Те, кто надеялись, что Джеффрис победит черного великана Джонсона, потеряли свои деньги. Две расы глядели на этот бой. Но несмотря на неистовую вражду между белым и черным лагерем (дело происходило в Америке лет 25, а то и больше тому назад), ни единый закон боксовой игры не был нарушен, хотя Джеффрис приговаривал при каждом своем ударе: “Желтый пес… желтый пес…”. И после долгого великолепного боя громадный негр так шарахнул противника, что Джеффрис вылетел навзничь с помоста, через круговой канат, и, как говорится, “уснул”.
Бедный Джонсон! Он почил на лаврах, раздобрел, взял в жены белую красавицу, стал появляться как живая реклама на сцене мюзик-холлей, а потом, кажется, угодил в тюрьму, и недолго маячило в иллюстрированных журналах его черное лицо и белая улыбка.
Мне посчастливилось видеть и Смита, и Бомбардира Уэльза, и Годара, и Уайльда, и Бекетта, и чудесного Карпантье, который победил Бекетта. Этот бой, давший первому 5 тысяч, а второму 3 тысячи фунтов, продолжался ровно 56 секунд, так что некто, заплативший фунтов 20 за место, успел только закурить, а когда посмотрел на ринг, Бекетт уже лежал на досках в трогательном положении спящего младенца.

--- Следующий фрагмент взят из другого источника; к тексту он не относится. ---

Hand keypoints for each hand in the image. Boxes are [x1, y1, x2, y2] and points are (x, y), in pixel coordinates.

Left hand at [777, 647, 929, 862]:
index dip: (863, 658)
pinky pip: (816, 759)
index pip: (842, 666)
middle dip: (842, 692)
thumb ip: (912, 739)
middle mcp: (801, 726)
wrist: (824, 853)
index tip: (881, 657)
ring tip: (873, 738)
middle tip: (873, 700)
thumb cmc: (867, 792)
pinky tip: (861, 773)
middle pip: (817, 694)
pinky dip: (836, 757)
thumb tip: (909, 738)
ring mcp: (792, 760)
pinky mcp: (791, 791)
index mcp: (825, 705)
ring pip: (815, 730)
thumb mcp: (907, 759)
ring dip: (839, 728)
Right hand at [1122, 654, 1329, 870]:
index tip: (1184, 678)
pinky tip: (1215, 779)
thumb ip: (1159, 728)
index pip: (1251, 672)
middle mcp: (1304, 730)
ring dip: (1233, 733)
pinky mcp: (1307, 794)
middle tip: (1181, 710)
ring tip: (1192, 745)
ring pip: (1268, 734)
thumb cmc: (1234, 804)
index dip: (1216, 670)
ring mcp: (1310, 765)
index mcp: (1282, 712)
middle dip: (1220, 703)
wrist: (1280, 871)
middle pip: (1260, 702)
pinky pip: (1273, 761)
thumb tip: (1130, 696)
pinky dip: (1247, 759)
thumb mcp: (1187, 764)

Спешу предупредить, что в таком ударе, вызывающем мгновенный обморок, нет ничего страшного. Напротив. Мне самому пришлось это испытывать, и могу заверить, что такой сон, скорее, приятен. В самом кончике подбородка есть косточка, вроде той, в локте, которую зовут по-английски “веселой косточкой”, а по-немецки “музыкальной”. Всякий знает, что если крепко удариться углом локтя, в руке сразу – мелкий звон и мгновенное оцепенение мышц. То же происходит, если очень сильно ударить вас в кончик подбородка.

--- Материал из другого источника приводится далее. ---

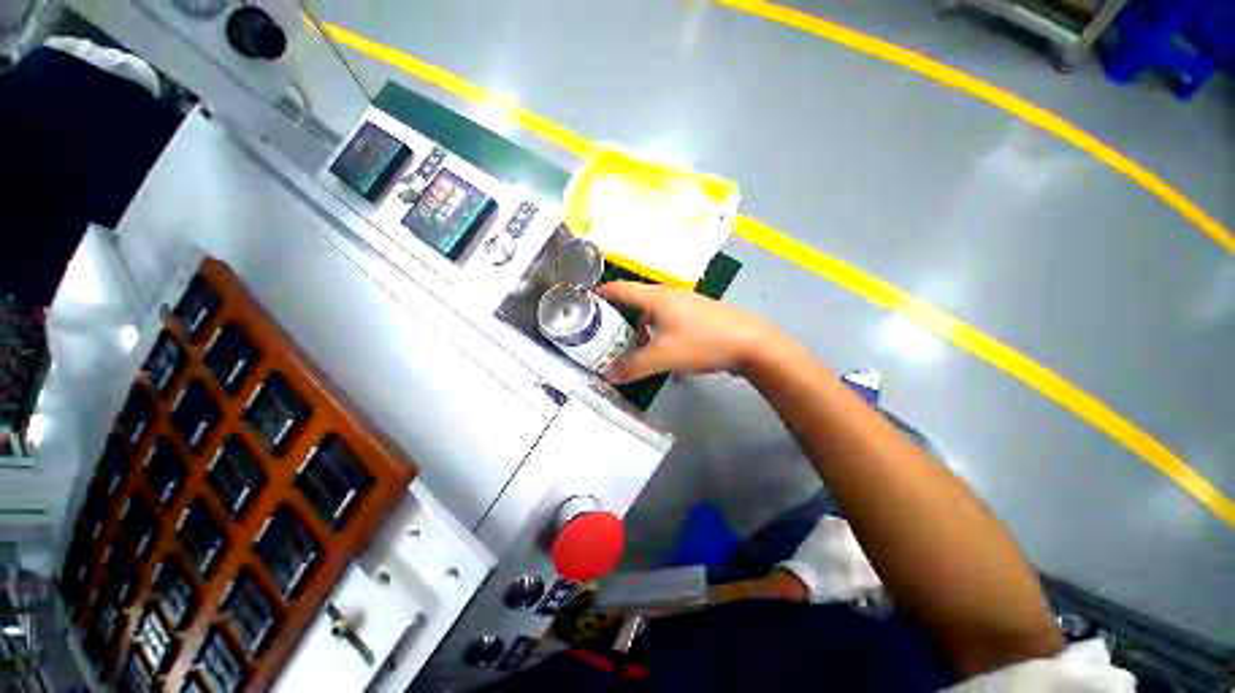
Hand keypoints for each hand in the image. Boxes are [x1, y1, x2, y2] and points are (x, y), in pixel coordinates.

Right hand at [597, 281, 779, 384]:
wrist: (751, 343)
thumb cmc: (702, 342)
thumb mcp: (663, 357)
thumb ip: (633, 366)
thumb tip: (607, 374)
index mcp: (656, 297)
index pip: (619, 289)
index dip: (600, 293)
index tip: (583, 303)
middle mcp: (668, 295)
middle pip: (635, 301)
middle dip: (617, 316)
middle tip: (601, 334)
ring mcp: (685, 305)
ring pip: (652, 314)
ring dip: (639, 329)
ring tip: (630, 349)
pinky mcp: (697, 316)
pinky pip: (667, 321)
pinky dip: (656, 333)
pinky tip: (659, 352)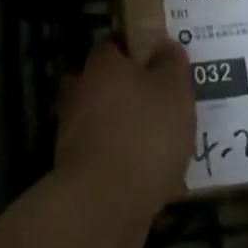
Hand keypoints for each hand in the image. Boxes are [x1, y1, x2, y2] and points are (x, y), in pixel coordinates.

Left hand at [52, 37, 195, 247]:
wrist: (104, 204)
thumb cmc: (144, 134)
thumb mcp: (174, 91)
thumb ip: (171, 64)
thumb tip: (165, 45)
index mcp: (102, 65)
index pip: (115, 43)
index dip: (138, 47)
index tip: (162, 59)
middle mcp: (81, 91)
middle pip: (107, 81)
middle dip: (132, 89)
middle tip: (166, 99)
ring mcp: (74, 131)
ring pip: (105, 118)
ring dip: (128, 125)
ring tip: (165, 138)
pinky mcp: (77, 168)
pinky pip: (106, 151)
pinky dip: (123, 156)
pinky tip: (151, 169)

Никакой боли. Только раскат мелкого звона и мгновенный приятный сон (так называемый “нокаут”), продолжающийся от десяти секунд до получасу. Менее приятен удар в солнечное сплетение, но хороший боксер так умеет напрячь живот, что не дрогнет, даже если лошадь лягнет его под ложечку.
Карпантье я видел и на этой неделе, во вторник вечером. Он явился как тренер тяжеловеса Паолино, и зрители как будто не сразу узнали в этом скромном белокуром молодом человеке недавнего чемпиона мира. Ныне слава его потускнела. Говорят, что после страшной схватки с Демпсеем он рыдал как женщина.
Паолино явился на ринг первым и сел, как полагается, в угол на табурет. Огромный, с темной квадратной головой, в пышном халате до пят, – этот баск был похож на восточного идола. Озарен был только самый ринг, а в белом конусе света, падающего на него сверху, помост казался серебристым. Этот серебристый куб посредине темного исполинского овала, где частые ряды бесчисленных человеческих лиц напоминали зерна спелой кукурузы, рассыпанные по черному фону, – этот серебристый куб казался озаренным не электричеством, а сосредоточенной силой всех взглядов, устремленных на него из темноты. И когда на светлый помост взошел противник баска, чемпион Германии Брайтенштретер, светловолосый, в халате мышиного цвета (и почему-то в серых штанах, которые он тут же стал стягивать), огромная темнота задрожала радостным гулом. Гул не смолкал ни пока фотографы, прыгнув на край помоста, наводили свои “обезьяньи ящики” (как выразился мой сосед-немец) на бойцов, на судью, на секундантов, ни пока чемпионы “боевые рукавицы натягивали” (мне вспоминается “молодой опричник и удалой купец”). И когда оба противника поскидали с могутных плеч халаты (а не “шубы бархатныя”) и кинулись друг на друга в белом блеске ринга, легкий стон прошел в темной бездне, в рядах кукурузных зерен и в верхних туманных ярусах, – ибо все видели, насколько баск крупнее, коренастее их любимца.
Брайтенштретер напал первый, и стон превратился в грохот восторга. Но Паолино, вобрав в плечи голову, отвечал короткими крюками снизу вверх, и чуть ли не с первых же минут лицо немца блестело кровью.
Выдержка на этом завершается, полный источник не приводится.